=== INFORMATION PROVIDED ===
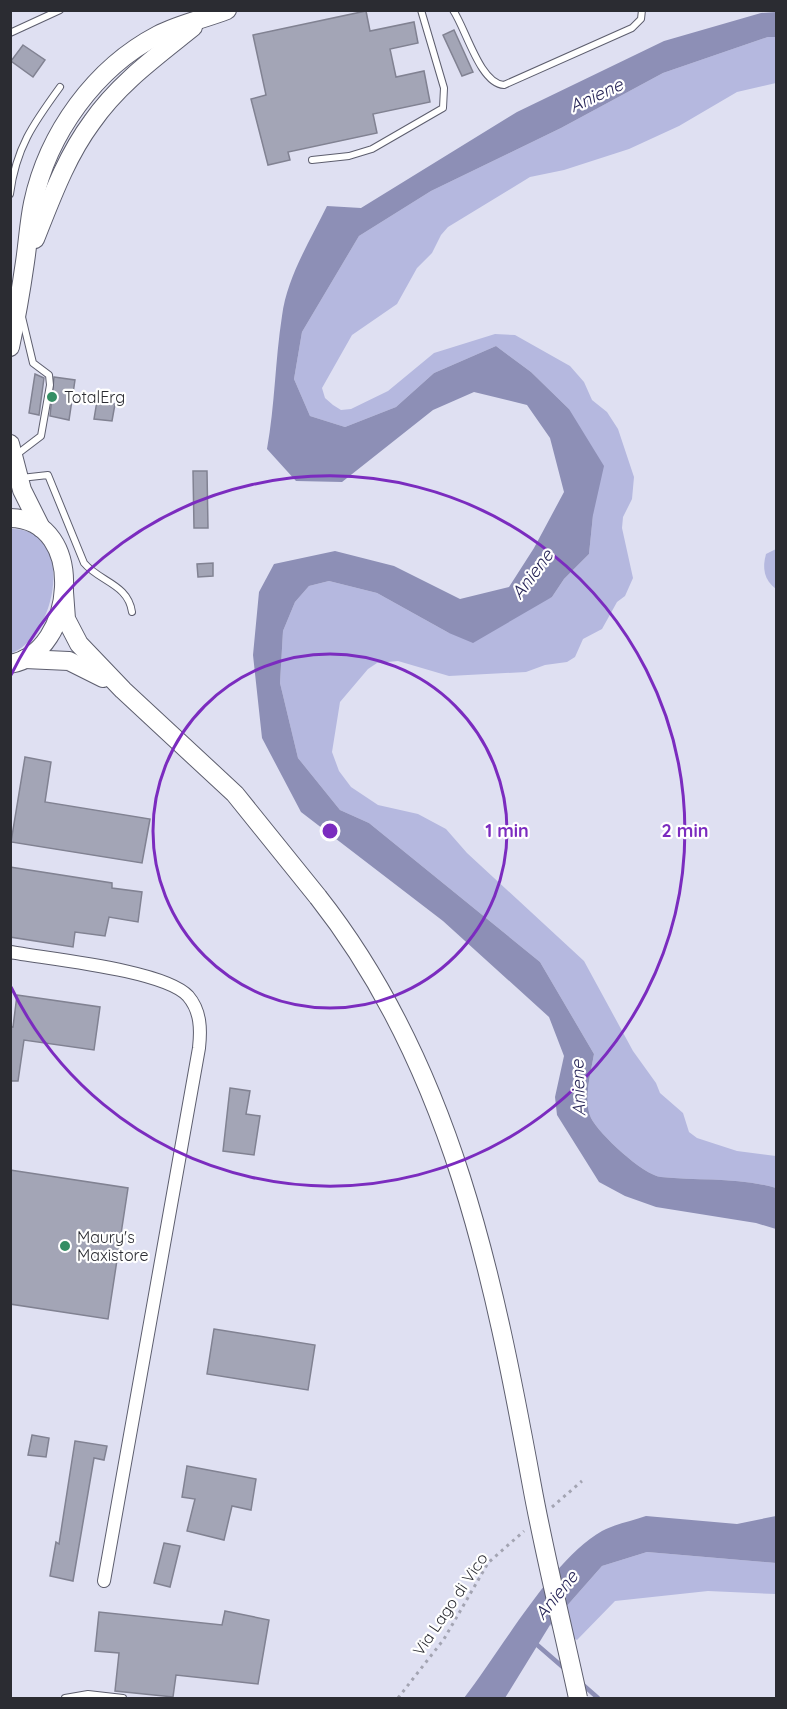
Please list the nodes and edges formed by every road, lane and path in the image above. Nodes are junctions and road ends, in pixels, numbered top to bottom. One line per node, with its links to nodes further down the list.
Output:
1 (60, 10): 6 (lane)
2 (227, 10): 10 (main road)
3 (421, 10): 8 (lane)
4 (453, 10): 5 (lane)
5 (642, 10)
6 (10, 33)
7 (60, 87): 9 (lane)
8 (312, 160)
9 (10, 194)
10 (19, 303): 11 (main road); 12 (lane)
11 (10, 347)
12 (12, 450): 13 (main road)
13 (19, 478): 15 (main road); 17 (lane)
14 (14, 516): 15 (main road)
15 (41, 528): 16 (main road)
16 (64, 592): 18 (main road); 19 (main road)
17 (132, 612)
18 (15, 663): 19 (main road)
19 (123, 690): 28 (main road, bridge)
20 (10, 952): 24 (street)
21 (582, 1481): 22 (path)
22 (548, 1511)
23 (531, 1526): 27 (path, Via Lago di Vico)
24 (104, 1581)
25 (65, 1698): 26 (lane)
26 (123, 1698)
27 (398, 1698)
28 (578, 1698)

=== PROBLEM DESCRIPTION ===
With the pictures removed, print the entries above exactly.

=== WRITTEN SOLUTION ===
Please list the nodes and edges formed by every road, lane and path in the image above. Nodes are junctions and road ends, in pixels, numbered top to bottom. One line per node, with its links to nodes further down the list.
Output:
1 (60, 10): 6 (lane)
2 (227, 10): 10 (main road)
3 (421, 10): 8 (lane)
4 (453, 10): 5 (lane)
5 (642, 10)
6 (10, 33)
7 (60, 87): 9 (lane)
8 (312, 160)
9 (10, 194)
10 (19, 303): 11 (main road); 12 (lane)
11 (10, 347)
12 (12, 450): 13 (main road)
13 (19, 478): 15 (main road); 17 (lane)
14 (14, 516): 15 (main road)
15 (41, 528): 16 (main road)
16 (64, 592): 18 (main road); 19 (main road)
17 (132, 612)
18 (15, 663): 19 (main road)
19 (123, 690): 28 (main road, bridge)
20 (10, 952): 24 (street)
21 (582, 1481): 22 (path)
22 (548, 1511)
23 (531, 1526): 27 (path, Via Lago di Vico)
24 (104, 1581)
25 (65, 1698): 26 (lane)
26 (123, 1698)
27 (398, 1698)
28 (578, 1698)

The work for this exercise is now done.